Ne yazık ki aldatmanın evrimdeki rolü, bugüne dek iki önemli nedene bağlı olarak gözardı ediliyor. Biri tarihsel nedenlere dayanıyor. Darwin’in kendisi aldatmayı doğal seçilim yoluyla evrim konusunda temel bir güç olarak tanımlamıyordu. Türlerin Kökeni kitabında aldatma (cheat) değil kandırma (deceive) sözcüğü 7 kez geçiyordu. Bunlardan üçü hayvanlarla ilgiliydi. Açıkça Darwin için aldatma evrim ve çeşitlilik açısından çok büyük bir önem taşımıyordu.

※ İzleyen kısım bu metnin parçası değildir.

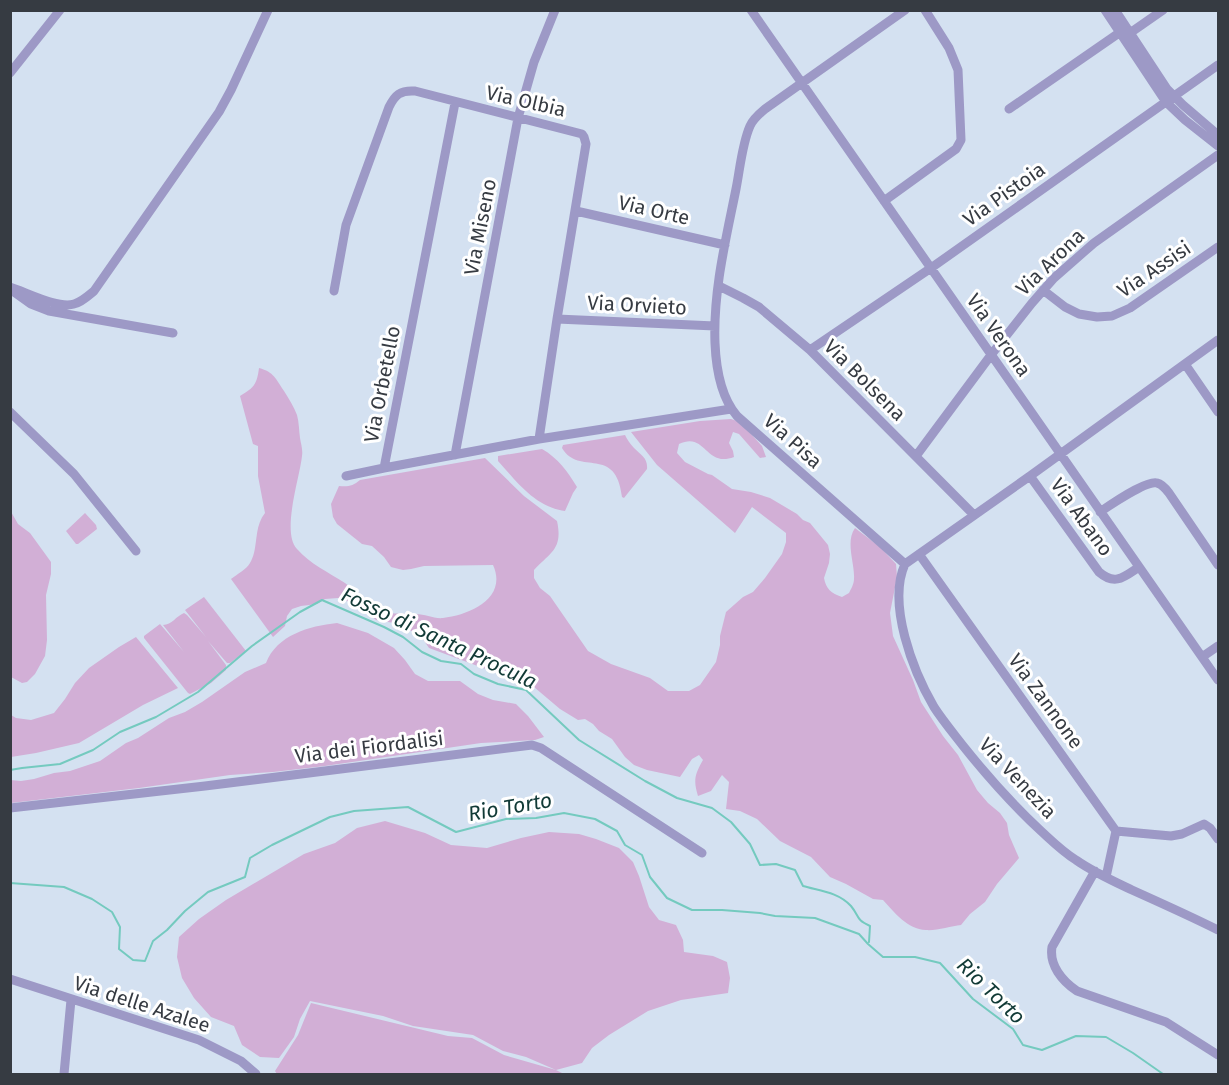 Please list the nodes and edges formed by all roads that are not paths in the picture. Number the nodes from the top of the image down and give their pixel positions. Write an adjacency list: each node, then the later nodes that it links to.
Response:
1 (60, 10): 12 (street)
2 (268, 10): 27 (street)
3 (555, 10): 17 (street, Via Miseno)
4 (751, 10): 13 (street, Via Verona)
5 (905, 10): 13 (street, Via Pisa)
6 (925, 10): 21 (street)
7 (1105, 10): 10 (street)
8 (1115, 10): 10 (street)
9 (1162, 10): 10 (street)
10 (1125, 33): 14 (street); 16 (street)
11 (1218, 65): 14 (street, Via Pistoia)
12 (10, 73)
13 (801, 82): 21 (street, Via Verona); 23 (street, Via Pisa)
14 (1170, 99): 18 (street); 19 (street); 25 (street, Via Pistoia)
15 (455, 103): 17 (street, Via Olbia); 29 (street, Via Olbia); 44 (street, Via Orbetello)
16 (1009, 109)
17 (519, 118): 22 (street, Via Olbia); 42 (street, Via Miseno)
18 (1218, 135)
19 (1218, 146)
20 (1218, 155): 28 (street, Via Arona)
21 (884, 201): 25 (street, Via Verona)
22 (576, 211): 23 (street, Via Orte); 30 (street, Via Olbia)
23 (725, 245): 26 (street, Via Pisa)
24 (1218, 247): 28 (street, Via Assisi)
25 (931, 268): 34 (street, Via Pistoia); 35 (street, Via Verona)
26 (719, 286): 31 (street, Via Pisa); 34 (street, Via Bolsena)
27 (10, 288): 32 (street)
28 (1043, 290): 35 (street, Via Arona)
29 (334, 291)
30 (557, 319): 31 (street, Via Orvieto); 40 (street, Via Olbia)
31 (715, 327): 37 (street, Via Pisa)
32 (173, 333)
33 (1218, 340): 36 (street)
34 (810, 350): 43 (street, Via Bolsena)
35 (991, 355): 41 (street, Via Verona); 43 (street, Via Arona)
36 (1185, 364): 39 (street); 41 (street)
37 (731, 409): 40 (street, Via Orbetello); 51 (street, Via Pisa)
38 (10, 412): 49 (street)
39 (1218, 412)
40 (539, 439): 42 (street, Via Orbetello)
41 (1060, 454): 46 (street); 47 (street, Via Verona)
42 (455, 455): 44 (street, Via Orbetello)
43 (916, 456): 48 (street, Via Bolsena)
44 (384, 468): 45 (street)
45 (346, 476)
46 (1030, 476): 48 (street); 53 (street, Via Abano)
47 (1100, 512): 52 (street); 53 (street, Via Verona)
48 (974, 515): 50 (street)
49 (136, 551)
50 (919, 554): 51 (street); 58 (street, Via Zannone)
51 (904, 564): 61 (street, Via Venezia)
52 (1218, 565)
53 (1139, 567): 55 (street, Via Verona)
54 (1218, 646): 55 (street)
55 (1202, 657): 56 (street, Via Verona)
56 (1218, 680)
57 (10, 808): 60 (street, Via dei Fiordalisi)
58 (1116, 831): 59 (street); 62 (street)
59 (1218, 839)
60 (702, 853)
61 (1095, 871): 62 (street, Via Venezia); 66 (street)
62 (1106, 877): 63 (street, Via Venezia)
63 (1218, 930)
64 (10, 979): 65 (street, Via delle Azalee)
65 (71, 1000): 67 (street); 68 (street, Via delle Azalee)
66 (1218, 1055)
67 (64, 1074)
68 (256, 1074)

İkinci neden ise çağımızda bilim insanları, evrimi rakiplerin birbirini boğazladığı bir süreç olarak değil, işbirliğinin öne çıktığı daha “yumuşak” taktiklerin kullanıldığı bir süreç olarak görme eğiliminde. Kaldı ki bazı hayvanlarda sosyal zekanın kaba kuvvetten daha önemli olduğu da görülmekte.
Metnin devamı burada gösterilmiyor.